The complexation behavior of a series of paraquats (G1·2PF₆–G5·2PF₆) and bis(pyridinium) derivatives (G6·2PF₆–G14·2PF₆) with pillar[5]arene (P5A) host has been comprehensively investigated by ¹H NMR, ESI mass and UV-vis absorption spectroscopy. It is found that P5A forms 2 : 1 external complexes with N,N′-dialkyl-4,4′-bipyridiniums (G1–G4·2PF₆); while it forms 1 : 1 pseudorotaxane-type inclusion complexes with methylene [–(CH₂)_n–] linked bis(pyridinium) derivatives possessing appropriate chain lengths (n = 3–6, G7–G10·2PF₆). Host–guest association constants in dimethyl sulfoxide (DMSO) were determined, indicating G7–G10·2PF₆ axles form stable [2]pseudorotaxanes with P5A wheel in this very high polarity solvent and 1,4-bis(pyridinium)butane (G8·2PF₆) was the most suitable axle unit.

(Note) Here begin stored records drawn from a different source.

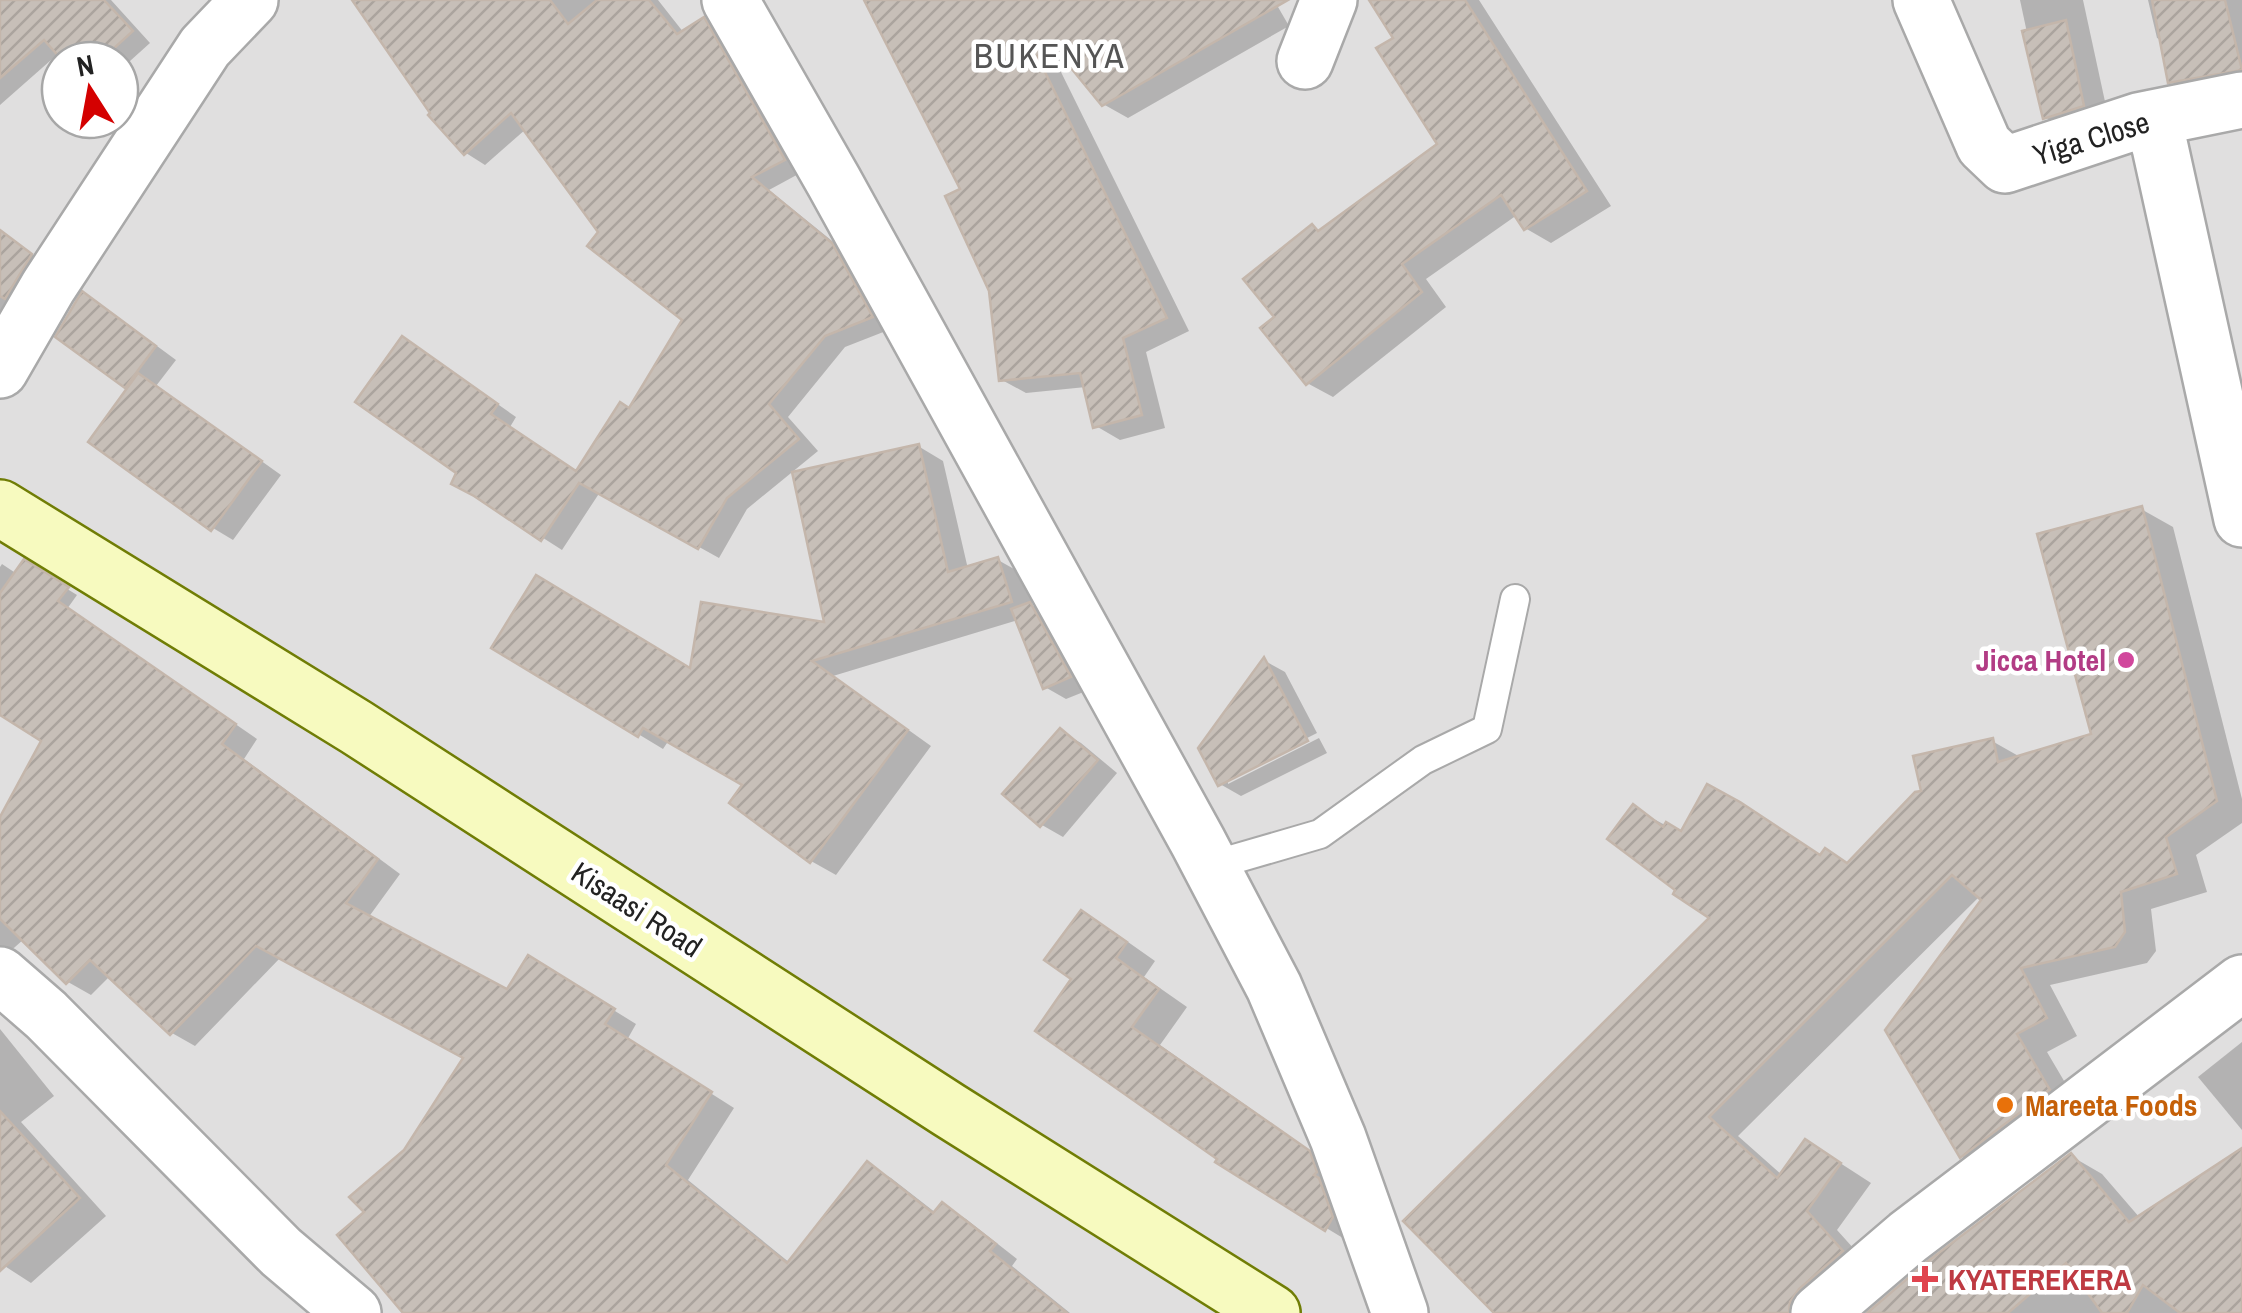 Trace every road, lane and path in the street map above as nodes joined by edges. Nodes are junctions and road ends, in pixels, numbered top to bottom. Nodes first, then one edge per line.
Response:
1 (250, 0) edge
2 (730, 0) edge
3 (1329, 0) edge
4 (1921, 0) edge
5 (1305, 61) dead end
6 (2242, 100) edge
7 (2152, 118) junction
8 (0, 370) edge
9 (0, 508) edge
10 (2242, 519) edge
11 (1515, 599) dead end
12 (1210, 866) junction
13 (0, 974) edge
14 (2242, 984) edge
15 (354, 1313) edge
16 (1272, 1313) edge
17 (1400, 1313) edge
18 (1819, 1313) edge

1 - 8 street
2 - 12 street
3 - 5 street
4 - 7 street, Yiga Close
6 - 7 street, Yiga Close
7 - 10 street
9 - 16 main road, Kisaasi Road
11 - 12 lane
12 - 17 street
13 - 15 street
14 - 18 street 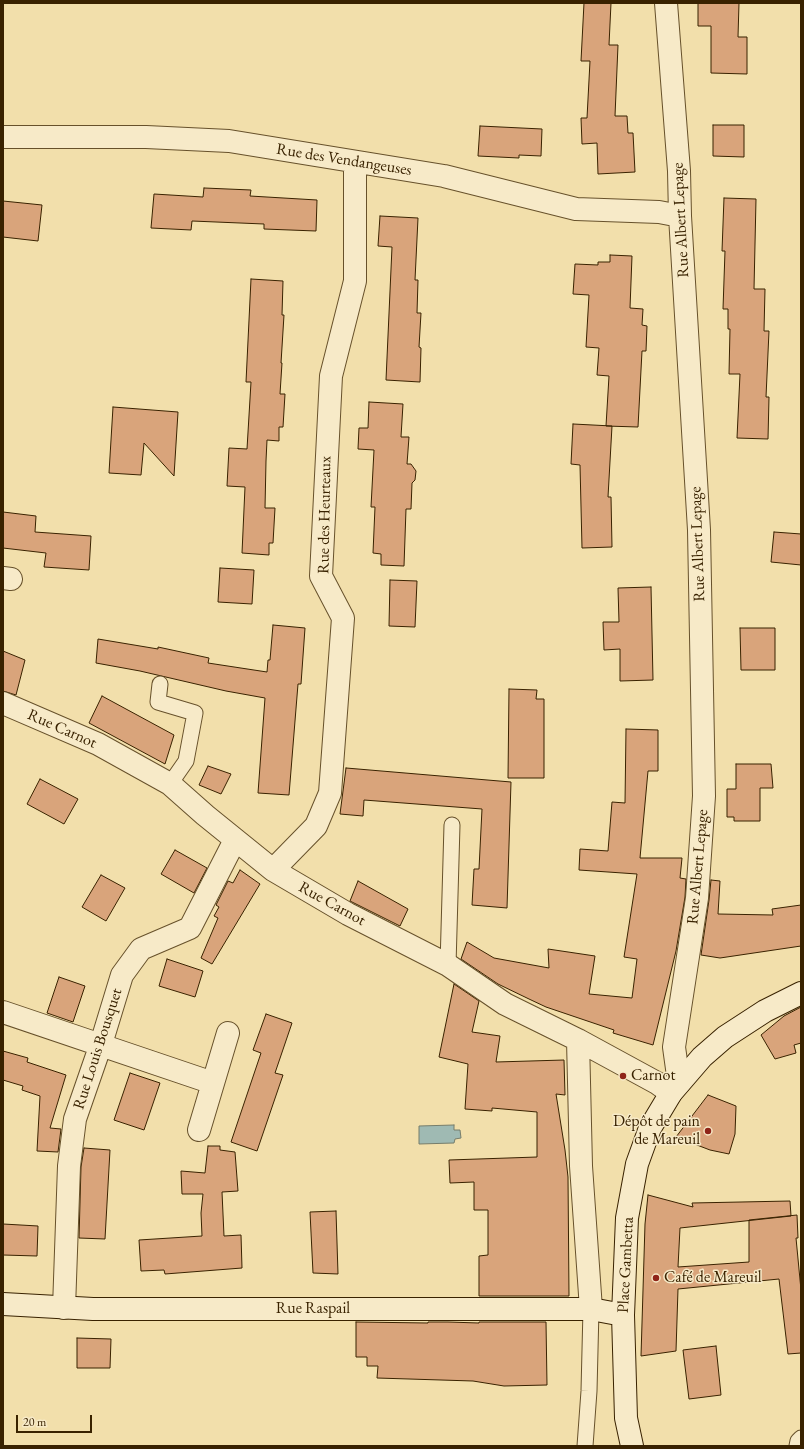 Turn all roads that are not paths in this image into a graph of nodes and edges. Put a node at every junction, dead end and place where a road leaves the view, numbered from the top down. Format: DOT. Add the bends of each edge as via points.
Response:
graph roads {
  1 [pos="666,3"];
  2 [pos="3,137"];
  3 [pos="355,162"];
  4 [pos="680,216"];
  5 [pos="160,684"];
  6 [pos="3,703"];
  7 [pos="170,784"];
  8 [pos="452,825"];
  9 [pos="235,840"];
  10 [pos="273,870"];
  11 [pos="448,965"];
  12 [pos="801,993"];
  13 [pos="3,1012"];
  14 [pos="228,1033"];
  15 [pos="578,1040"];
  16 [pos="101,1044"];
  17 [pos="213,1083"];
  18 [pos="675,1088"];
  19 [pos="199,1130"];
  20 [pos="3,1304"];
  21 [pos="64,1308"];
  22 [pos="591,1309"];
  23 [pos="623,1315"];
  24 [pos="801,1438"];
  25 [pos="585,1446"];
  26 [pos="632,1446"];
  27 [pos="797,1446"];
  1 -- 4 [label="street, Rue Albert Lepage"];
  2 -- 3 [label="street, Rue des Vendangeuses" via="146,137 229,141"];
  3 -- 4 [label="street, Rue des Vendangeuses" via="444,176 576,209 659,212"];
  3 -- 10 [label="street, Rue des Heurteaux" via="355,281 331,376 321,576 343,618 330,793 316,826"];
  4 -- 18 [label="street, Rue Albert Lepage" via="699,530 704,796 697,898 674,1047"];
  5 -- 7 [label="lane" via="158,702 195,713 186,761"];
  6 -- 7 [label="street, Rue Carnot" via="98,744"];
  7 -- 9 [label="street, Rue Carnot"];
  8 -- 11 [label="lane"];
  9 -- 10 [label="street, Rue Carnot"];
  9 -- 16 [label="street, Rue Louis Bousquet" via="190,928 141,949 122,975"];
  10 -- 11 [label="street, Rue Carnot" via="348,914"];
  11 -- 15 [label="street, Rue Carnot" via="505,1004"];
  12 -- 18 [label="street, Place Gambetta" via="765,1011 725,1037 702,1057"];
  13 -- 16 [label="street"];
  14 -- 17 [label="street"];
  15 -- 18 [label="street, Rue Carnot" via="657,1083"];
  15 -- 22 [label="street, Place Gambetta" via="581,1166"];
  16 -- 17 [label="street"];
  16 -- 21 [label="street, Rue Louis Bousquet" via="75,1118 69,1166"];
  17 -- 19 [label="street"];
  18 -- 23 [label="street, Place Gambetta" via="650,1128 637,1164 627,1218"];
  20 -- 21 [label="street, Rue Raspail"];
  21 -- 22 [label="street, Rue Raspail"];
  22 -- 23 [label="street, Rue Raspail"];
  22 -- 25 [label="lane"];
  23 -- 26 [label="street, Place Gambetta" via="626,1418"];
  24 -- 27 [label="lane"];
} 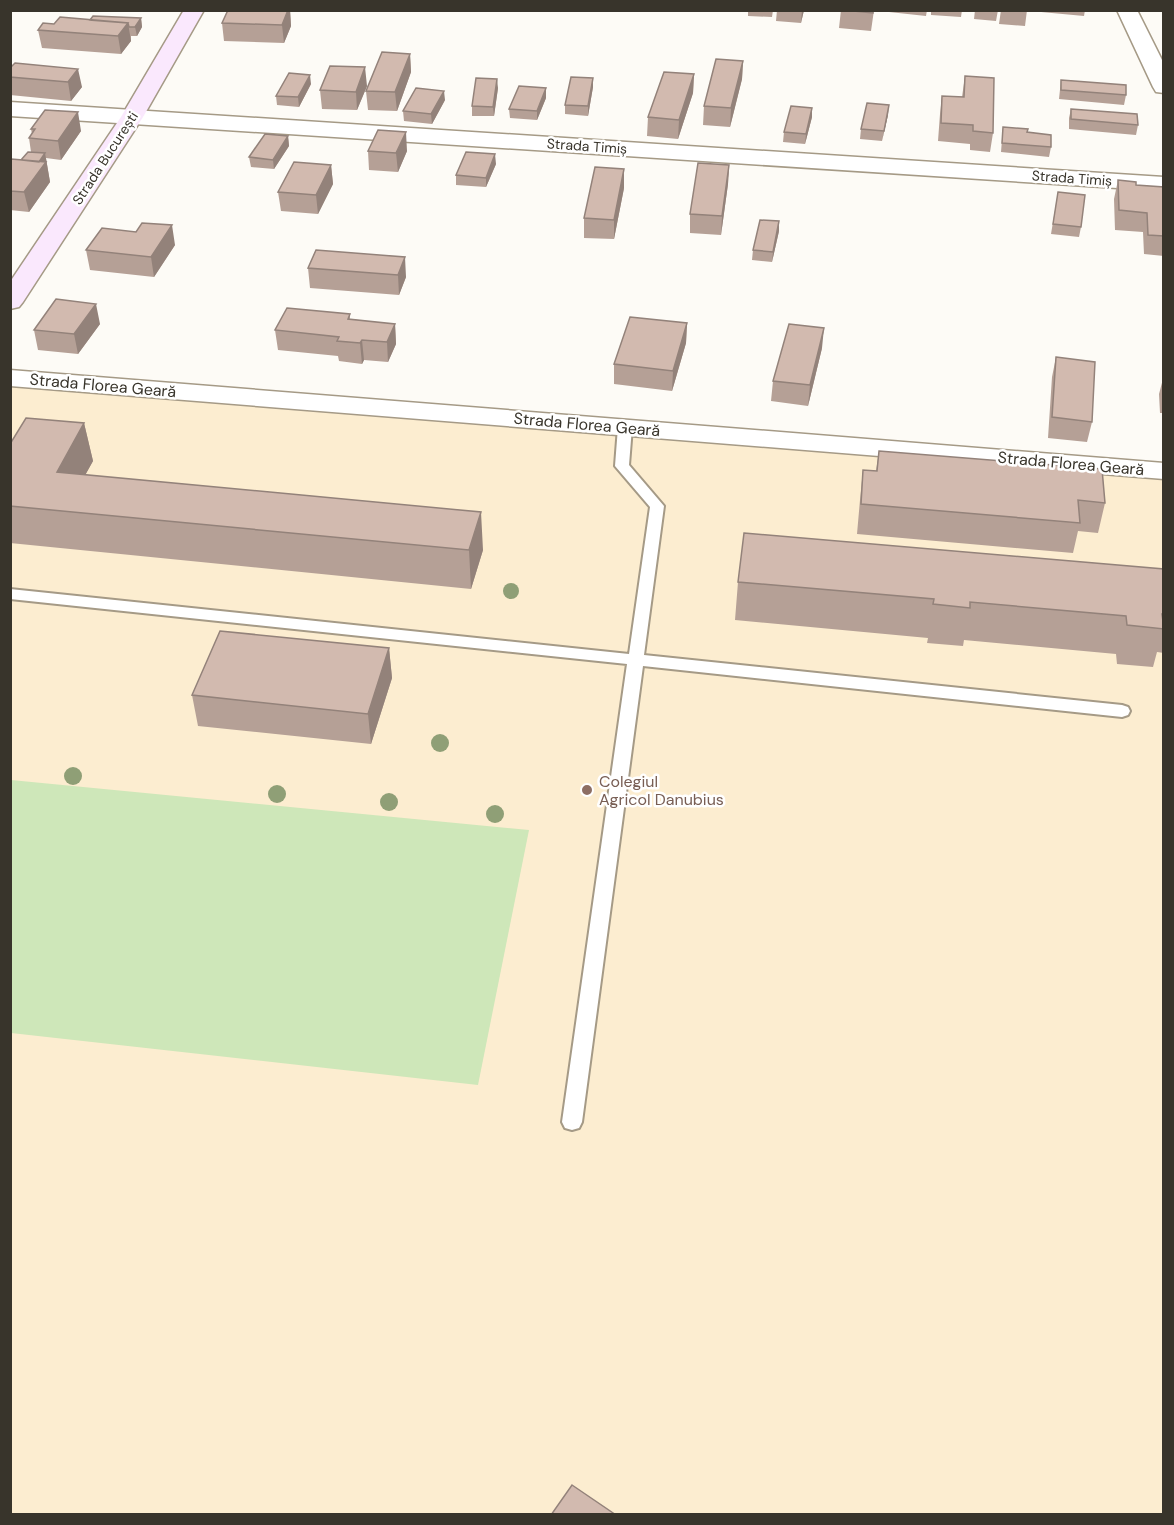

Meanwhile, the nature of the substituents attached to 1,4-bis(pyridinium)butane dramatically affects the molecular recognition behavior. The introduction of pyridyls (G13·2PF₆) increases not only the K_a value (4.5 × 10²→7.4 × 10² M⁻¹), but also the charge transfer (CT) absorption (colorless→yellow). Furthermore, the solvent effects have also been investigated, showing they significantly influence the association strength during the course of host–guest complexation. Particularly, the K_a value of P5A–G13·2PF₆ in 1 : 1 (v:v) acetone-d₆/DMSO-d₆ is enhanced by a factor of 7.3 compared with pure DMSO-d₆ (7.4 × 10²→5.4 × 10³ M⁻¹).